Sunday, September 28, 2008

CIFF Notes -- Days 8 & 9

Day 8, Sept 26

Time to Die (2007, Poland, Dorota Kedzierzawska): 7/10
One Week (2008, Canada, Michael McGowan): 8.5/10

The Polish film Time to Die is mostly a soliloquy, beautifully shot in black and white. Credit goes to an excellent performance from Danuta Szaflarska for playing such a vibrant character. While the film is technically sound, like most recent Polish films, it took me a while to warm up to this story. Even though I was not bowled over this film, I did find a certain charm to it, not only from Danuta’s performance but the dog in the film whose actions and expressions were appropriate.

All it took for me to go see One Week was reading that Joshua Jackson plays a character who goes on a motorcycle journey from Toronto to Tofino. I love journey films and one set in Canada was definitely worth checking out.

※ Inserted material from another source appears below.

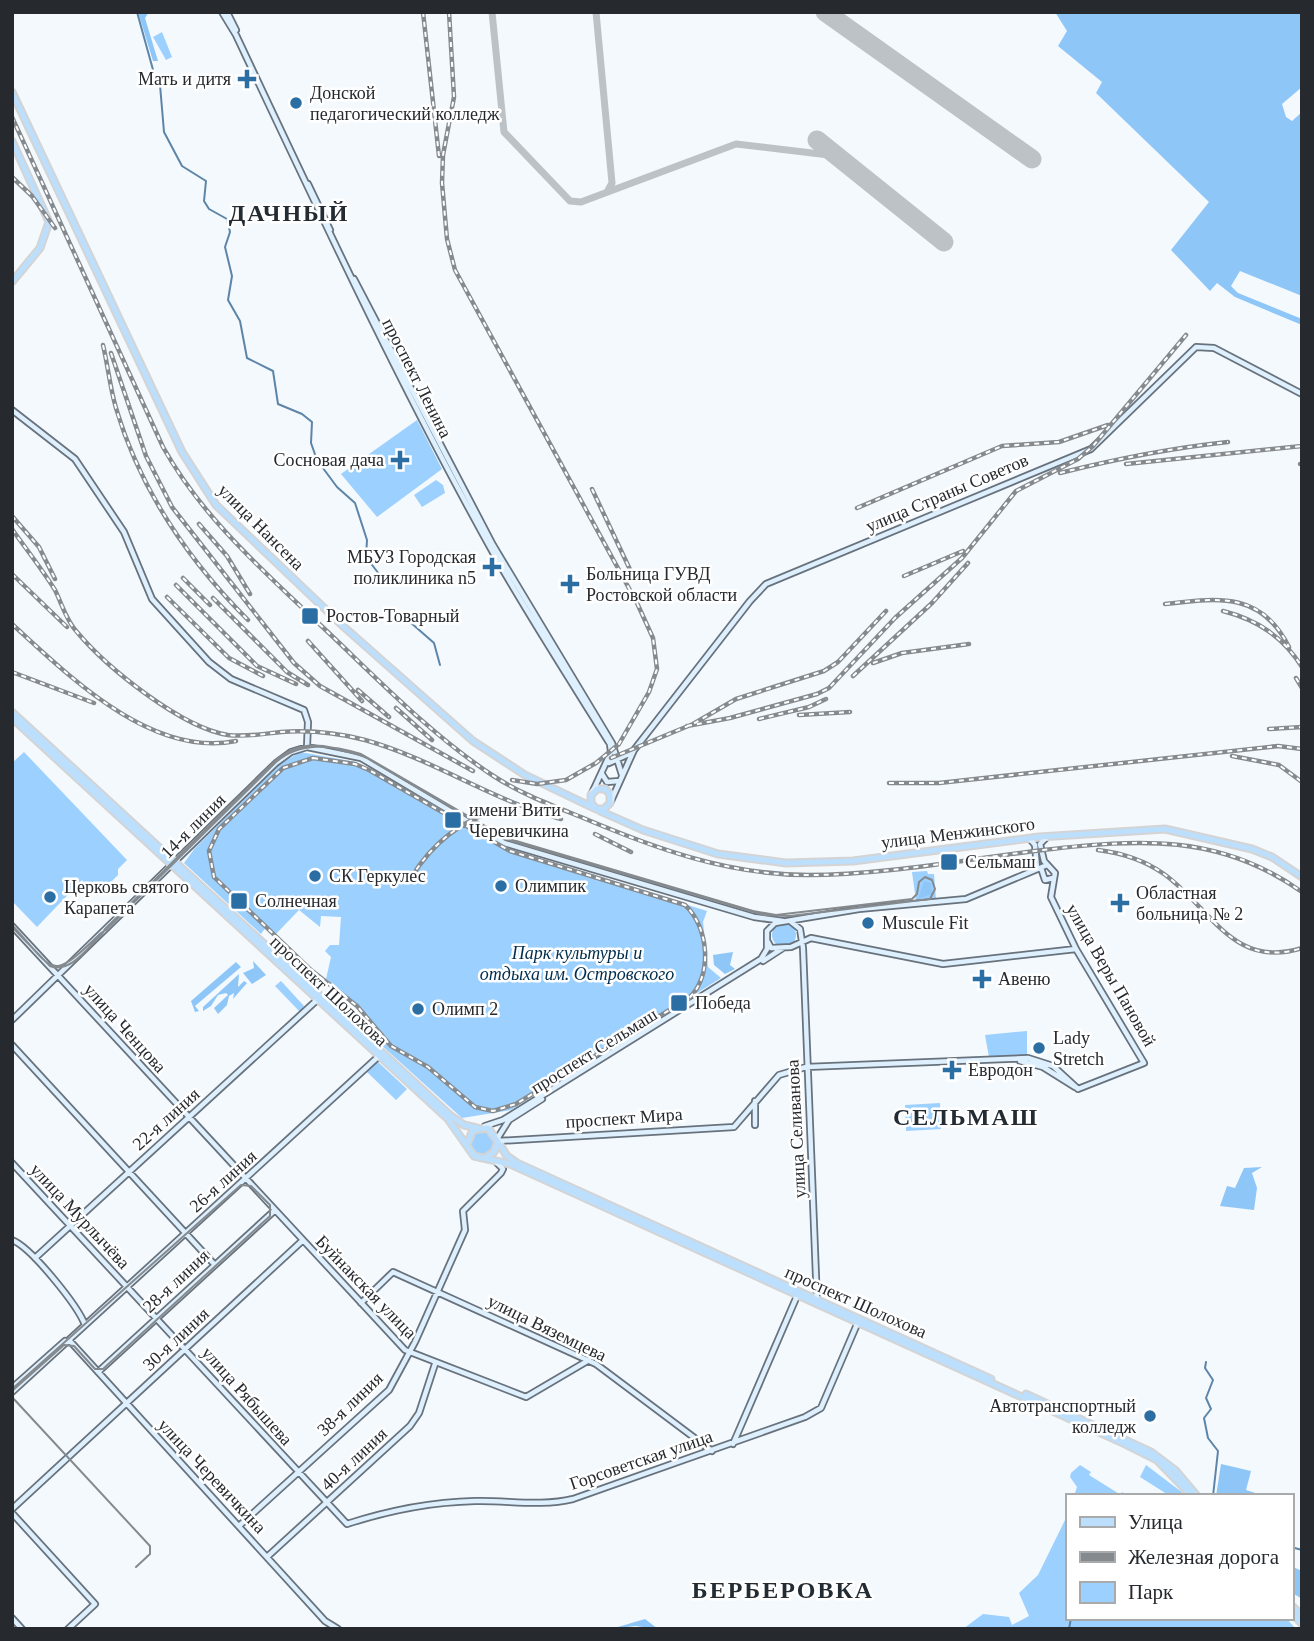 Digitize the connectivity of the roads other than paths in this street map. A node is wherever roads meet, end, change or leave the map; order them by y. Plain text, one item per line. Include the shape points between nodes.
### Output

Thankfully, the film does not disappoint. In a way, the film is a postcard for Canada, showcasing the beauty of this country, along with snapshots of those small towns whose fame depends on that one big icon (largest mosaic, etc). Joshua Jackson plays Ben, a character whose life is turned upside down when he learns he has cancer. Unsure about what to do, he heads for a quiet moment with his newly acquired motorcycle and a cup of coffee. The sold out theater erupted with laughter when they recognized what coffee Ben was drinking. And the laughter increased when Ben ‘rolled up the rim’ to see what prize he won. He didn’t win anything but the message in the rim proclaimed ‘Go West Young Man’. And so it was. The Tim Horton's cup sealed Ben’s destiny and he undertakes a beautiful journey that ends at the beaches of Tofino.

Day 8, Sept 27

The Grocer's Son (2007, France, Eric Guirado): 8.5/10
Driving to Zigzigland (2007, Zigzigland, Nicole Ballivian)
REC (2007, Spain, Jaume Balagueró/Paco Plaza): 8/10

The Grocer's Son is a charming film set in a beautiful small French town. While the story deals with the title character and his life, we get a glimpse into the farmers and town folk he interacts with on his daily grocery deliveries via his father’s truck. There is a tiny reference to some of the farmers being in debt even though that is discussed in passing. The film would form a perfect companion piece to the excellent French documentary Modern Life, which is about the decline of farming in France and played in Cannes this year.

Sometimes the best way to deal with tragedy is via comedy. And in the international political world the issue of Palestine and the occupied territories is no laughing matter. So credit goes to the film-makers of Driving to Zigzigland that they manage to portray the issue of occupation, homeland security and racial profiling in a humorous manner. The film is about a theater actor (Bashar) from Palestine who dreams of working in Hollywood. He leaves his home and daily problems of checkpoints behind to make his living in the promised land where he ends up driving a cab in order to pay his bills while constantly auditioning for small acting parts. In conversations with his passengers, whenever he mentioned his homeland as Palestine, the discussions often ended up in an argument. So he decided to name his country as Zigzigland, a trick that works surprisingly well.

It has been almost 9 years since The Blair Witch Project was released, yet its legacy lives on. Blair Witch.. came up with a very smart formula for a horror film by using a handheld camera to shoot their film in darkness. The absence of light does evoke fear in some people and the film-makers cashed in on that idea and proved that if one had a good myth, there was no need of nasty creatures or even gory blood because the darkness would cause the audience some jitters. Cloverfield tried this idea but one reason I didn’t think it worked was because the film was not confined to closed quarters. And the reason the Spanish horror film REC works is because it takes the Blair Witch concept into a confined space of an apartment building. There is plenty of opportunity for the spooks and screams while the camera moves around in darkness.

REC has a short running time of just under 80 minutes and gives enough screen time to develop the characters before turning into a screaming pitch dark film. The story is about a television crew (the lovely reporter Angela and Pablo, her cameraman) who follow two firemen into an apartment building after the fire-station received a call that an old lady was trapped in her apartment. Early on, it is clear something strange is going. A bite and some blood later, the film pauses to catch up with the other residents in the apartment. And then the jerky camera goes into over-drive as the actors engage in a screaming match. What strange force is at work in the apartment building? Thankfully, the film does give a glimpse into the mystery near the end, with a taped recording voice that reminded me of the radio messages in John Carpenter’s Prince of Darkness. Plenty of nods to Blair Witch and it seems that Hollywood has already noticed as their remake Quarantine will hit theaters in a few weeks. It is certainly fun to watch such a movie in a packed cinema hall because the nervousness and anxiety of the audience raises the decibels of the on-screen screams. And the directors do give the audience plenty of time to prepare for the oncoming danger. There are plenty of moments when the camera moves around a darkened space and one knows that something will appear in front of the camera and when it does, there will certainly be a few screams among the audience.